The Three Ts in the context of the People's Republic of China are Taiwan, Tibet, and the Tiananmen protests and massacre of 1989.

==Overview==
The political status of Taiwan (particularly discussion of Taiwanese independence), the Tibetan sovereignty debate, and the 1989 Tiananmen Square protests and massacre are considered extremely politically sensitive by the government of China. Foreigners are advised not to raise these topics with Chinese citizens as this could put them in an "uncomfortable" situation.

Journalist Eveline Chao said that she was told to avoid stories about the Three Ts when working in China.
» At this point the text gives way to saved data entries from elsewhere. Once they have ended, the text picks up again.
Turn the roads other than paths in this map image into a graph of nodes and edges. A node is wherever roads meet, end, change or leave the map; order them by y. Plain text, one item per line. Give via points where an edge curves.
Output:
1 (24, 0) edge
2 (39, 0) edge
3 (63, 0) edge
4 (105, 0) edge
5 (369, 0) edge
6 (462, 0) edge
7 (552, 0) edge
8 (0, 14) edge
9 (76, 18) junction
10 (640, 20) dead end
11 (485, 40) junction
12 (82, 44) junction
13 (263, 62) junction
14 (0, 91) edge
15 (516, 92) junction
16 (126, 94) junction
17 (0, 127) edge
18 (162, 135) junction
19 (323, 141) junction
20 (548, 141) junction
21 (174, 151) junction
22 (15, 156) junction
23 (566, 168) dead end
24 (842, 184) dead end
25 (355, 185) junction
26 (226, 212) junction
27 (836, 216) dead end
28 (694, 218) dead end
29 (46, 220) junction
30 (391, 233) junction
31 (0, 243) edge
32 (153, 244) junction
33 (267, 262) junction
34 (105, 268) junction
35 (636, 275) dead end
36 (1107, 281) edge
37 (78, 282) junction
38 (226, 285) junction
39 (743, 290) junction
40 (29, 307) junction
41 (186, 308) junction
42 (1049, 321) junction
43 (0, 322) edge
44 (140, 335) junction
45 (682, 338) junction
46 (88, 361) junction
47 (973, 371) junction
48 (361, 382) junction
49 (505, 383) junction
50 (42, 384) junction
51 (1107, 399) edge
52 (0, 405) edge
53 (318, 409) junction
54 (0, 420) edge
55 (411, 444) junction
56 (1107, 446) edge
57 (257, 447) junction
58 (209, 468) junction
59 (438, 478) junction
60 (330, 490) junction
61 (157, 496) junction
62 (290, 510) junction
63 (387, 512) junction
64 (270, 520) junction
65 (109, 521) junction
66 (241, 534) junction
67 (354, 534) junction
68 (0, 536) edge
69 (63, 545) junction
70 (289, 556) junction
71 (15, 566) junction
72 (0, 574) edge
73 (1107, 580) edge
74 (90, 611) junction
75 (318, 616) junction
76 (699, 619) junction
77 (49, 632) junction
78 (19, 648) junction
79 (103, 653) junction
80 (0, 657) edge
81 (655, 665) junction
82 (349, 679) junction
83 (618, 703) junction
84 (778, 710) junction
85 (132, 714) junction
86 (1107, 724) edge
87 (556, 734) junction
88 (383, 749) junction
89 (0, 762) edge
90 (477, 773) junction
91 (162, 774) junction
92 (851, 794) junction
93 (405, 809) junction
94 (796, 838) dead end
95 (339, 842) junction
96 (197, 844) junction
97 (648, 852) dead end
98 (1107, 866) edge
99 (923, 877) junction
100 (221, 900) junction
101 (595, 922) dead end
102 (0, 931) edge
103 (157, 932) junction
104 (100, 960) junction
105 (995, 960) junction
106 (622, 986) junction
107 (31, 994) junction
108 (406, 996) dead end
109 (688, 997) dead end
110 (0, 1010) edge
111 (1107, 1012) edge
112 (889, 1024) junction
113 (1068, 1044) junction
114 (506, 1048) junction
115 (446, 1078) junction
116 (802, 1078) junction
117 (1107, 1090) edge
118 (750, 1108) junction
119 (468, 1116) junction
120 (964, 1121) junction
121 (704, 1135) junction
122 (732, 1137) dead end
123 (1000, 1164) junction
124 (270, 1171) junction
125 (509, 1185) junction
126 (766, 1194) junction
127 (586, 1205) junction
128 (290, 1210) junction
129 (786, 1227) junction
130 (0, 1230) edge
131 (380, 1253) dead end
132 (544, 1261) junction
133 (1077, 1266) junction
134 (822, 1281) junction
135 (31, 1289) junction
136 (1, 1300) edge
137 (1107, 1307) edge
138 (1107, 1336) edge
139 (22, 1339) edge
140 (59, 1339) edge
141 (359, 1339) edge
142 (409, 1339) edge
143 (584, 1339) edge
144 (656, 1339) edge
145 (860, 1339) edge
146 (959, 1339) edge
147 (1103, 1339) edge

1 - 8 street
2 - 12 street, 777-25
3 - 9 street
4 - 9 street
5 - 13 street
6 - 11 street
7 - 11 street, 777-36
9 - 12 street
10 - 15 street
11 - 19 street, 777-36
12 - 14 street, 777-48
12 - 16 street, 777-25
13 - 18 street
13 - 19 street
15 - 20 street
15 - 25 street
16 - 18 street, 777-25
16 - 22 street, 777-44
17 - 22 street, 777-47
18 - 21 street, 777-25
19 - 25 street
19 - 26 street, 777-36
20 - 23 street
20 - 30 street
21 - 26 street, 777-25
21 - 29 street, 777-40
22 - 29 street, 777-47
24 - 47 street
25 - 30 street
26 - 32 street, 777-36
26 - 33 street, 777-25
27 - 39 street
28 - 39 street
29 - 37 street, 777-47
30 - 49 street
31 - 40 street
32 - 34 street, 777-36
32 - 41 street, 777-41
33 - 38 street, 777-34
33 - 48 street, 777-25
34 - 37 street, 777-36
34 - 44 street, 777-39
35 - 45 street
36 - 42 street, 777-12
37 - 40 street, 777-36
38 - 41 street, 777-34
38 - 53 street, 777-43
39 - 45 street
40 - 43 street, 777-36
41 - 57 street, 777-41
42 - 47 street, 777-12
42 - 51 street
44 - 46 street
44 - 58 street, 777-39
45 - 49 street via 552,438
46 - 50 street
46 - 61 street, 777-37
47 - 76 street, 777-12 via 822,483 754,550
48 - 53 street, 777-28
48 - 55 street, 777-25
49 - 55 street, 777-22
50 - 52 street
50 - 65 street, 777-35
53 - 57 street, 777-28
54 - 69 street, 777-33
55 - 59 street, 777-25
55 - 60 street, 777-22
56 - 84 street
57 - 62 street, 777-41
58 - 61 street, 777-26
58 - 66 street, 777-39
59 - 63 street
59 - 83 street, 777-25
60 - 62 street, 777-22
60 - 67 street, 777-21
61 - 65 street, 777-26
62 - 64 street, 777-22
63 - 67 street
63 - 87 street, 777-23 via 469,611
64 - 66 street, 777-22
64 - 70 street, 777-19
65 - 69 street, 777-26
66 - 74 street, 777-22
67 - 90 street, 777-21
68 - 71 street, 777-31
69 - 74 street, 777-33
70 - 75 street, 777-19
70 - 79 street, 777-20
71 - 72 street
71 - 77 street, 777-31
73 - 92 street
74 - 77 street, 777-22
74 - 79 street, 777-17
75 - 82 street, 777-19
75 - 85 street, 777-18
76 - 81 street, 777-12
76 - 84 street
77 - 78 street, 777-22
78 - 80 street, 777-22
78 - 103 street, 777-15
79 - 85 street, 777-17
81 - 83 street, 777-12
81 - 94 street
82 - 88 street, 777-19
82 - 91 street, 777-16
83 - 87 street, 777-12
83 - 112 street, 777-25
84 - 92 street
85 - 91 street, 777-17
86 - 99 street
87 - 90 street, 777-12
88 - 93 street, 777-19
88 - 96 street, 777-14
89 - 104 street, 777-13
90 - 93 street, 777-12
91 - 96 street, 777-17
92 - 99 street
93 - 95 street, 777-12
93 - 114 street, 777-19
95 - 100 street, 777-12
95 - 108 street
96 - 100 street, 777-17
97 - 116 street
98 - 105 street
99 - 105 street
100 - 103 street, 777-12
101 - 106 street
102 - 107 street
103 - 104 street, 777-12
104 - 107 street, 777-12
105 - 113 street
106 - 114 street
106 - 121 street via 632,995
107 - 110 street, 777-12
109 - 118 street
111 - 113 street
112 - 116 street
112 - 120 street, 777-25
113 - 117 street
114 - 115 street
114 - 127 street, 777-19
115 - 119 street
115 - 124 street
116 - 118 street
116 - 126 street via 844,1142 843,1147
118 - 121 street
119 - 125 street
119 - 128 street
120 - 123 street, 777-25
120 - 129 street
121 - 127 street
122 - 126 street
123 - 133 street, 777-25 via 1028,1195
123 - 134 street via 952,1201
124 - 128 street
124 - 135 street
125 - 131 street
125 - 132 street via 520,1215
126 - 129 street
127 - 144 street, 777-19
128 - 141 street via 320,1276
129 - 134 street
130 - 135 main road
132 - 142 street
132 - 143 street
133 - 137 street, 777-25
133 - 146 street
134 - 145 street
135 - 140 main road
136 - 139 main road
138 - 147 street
Academics at British Universities have faced pressure to avoid the Three Ts and praise the Chinese Communist Party (CCP). They were threatened with the cancellation of their Chinese visas which would have ended their ability to do research in China.

==Variants==
===The Two Ts===
For businesses only two of the three Ts are generally relevant, Tibet and Taiwan. Foreign companies operating in China must be careful to avoid appearing to violate the party line on either topic.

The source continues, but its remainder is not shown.